Navy Conducts Revitalization at the Port of Tinian; Extends Life of Port Infrastructure for Region

By Rachel Landers Joint Region Marianas

TINIAN, Commonwealth of the Northern Mariana Islands -- Bubbling under the waters at the Port of Tinian, a team of Sailors from Underwater Construction Team (UCT) Two could be seen welding zinc anodes to the north quay wall earlier this year. UCT Two’s repair work was part of an ongoing series of improvements to Tinian’s harbor.

The dual-use port is the key supply gateway for the residents of Tinian and supports military operations in the region. The U.S. Navy built the port in the 1940s and it has been subject to the effects of constant exposure to the elements. In 2018, detailed infrastructure assessments by the U.S. Army Corps of Engineers indicated the port was suffering from significant corrosion. Improvements have been underway since 2020. These improvements included the repair of crumbling bollards and resurfacing aging concrete. When it came time to conduct underwater construction repairs, a team of specialists was brought in: UCT Two.

UCT Two, under Navy Expeditionary Forces Command Pacific Task Force 75 (CTF 75), is a specialized group of U.S. Navy divers who provide responsive military capabilities for underwater and waterfront engineering, construction, and repair in support of Navy and Marine Corps operations.

UCT Two sent three different detachments to work on the project over the past two years: Construction Dive Detachment (CDD) Alpha, Beta and Charlie. The most recent detachment, CDD Charlie, has been working on repairs and corrosion control in the port since December 2022.

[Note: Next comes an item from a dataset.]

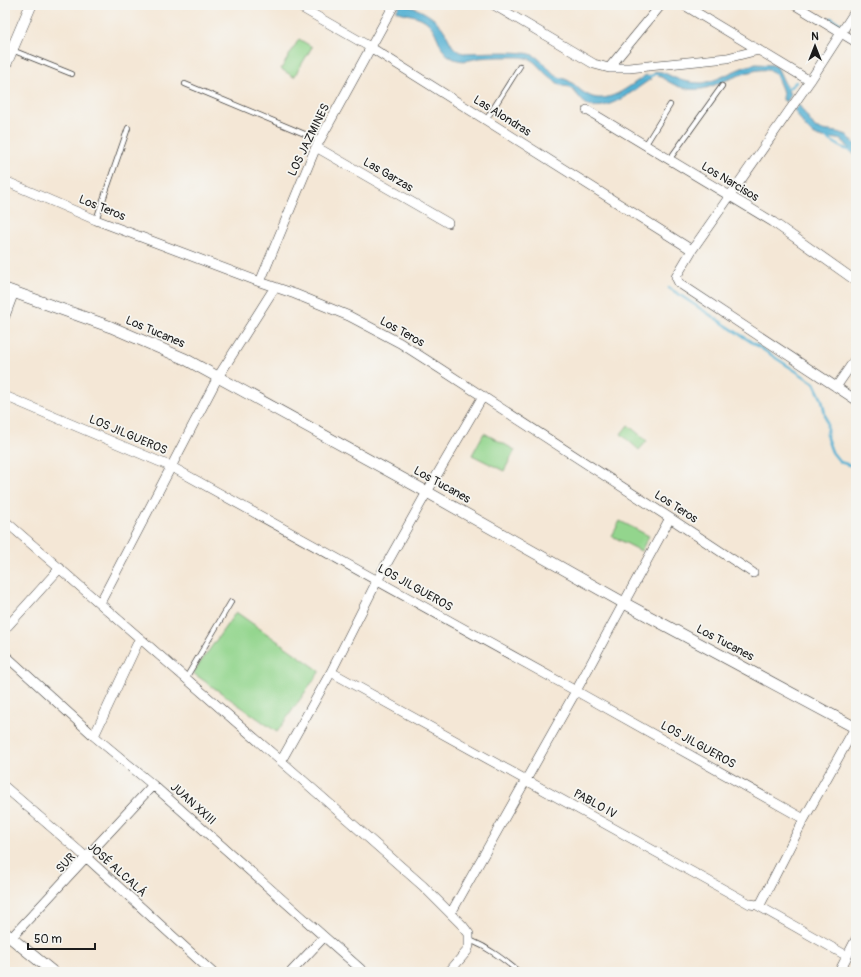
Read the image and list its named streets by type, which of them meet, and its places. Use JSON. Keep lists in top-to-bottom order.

The 12-man team wrapped up their work in February with zinc anode installation. The zinc anodes are an important finishing touch to protect the port from corrosion. Anodes made with zinc can be found in harbors and on large ships around the world, where they are used to protect metal from the corrosive effects of water. At the Port of Tinian, UCT Two affixed 131 anodes to the quay walls to increase the longevity of the infrastructure. “You can actually see them if you are on top of the surface, these big silver things,” said Andres Reyes of Naval Facilities Engineering Systems Command Marianas, and the environmental lead for the project. “Corrosion is going to happen no matter what, but it corrodes the zinc first before it corrodes the steel.”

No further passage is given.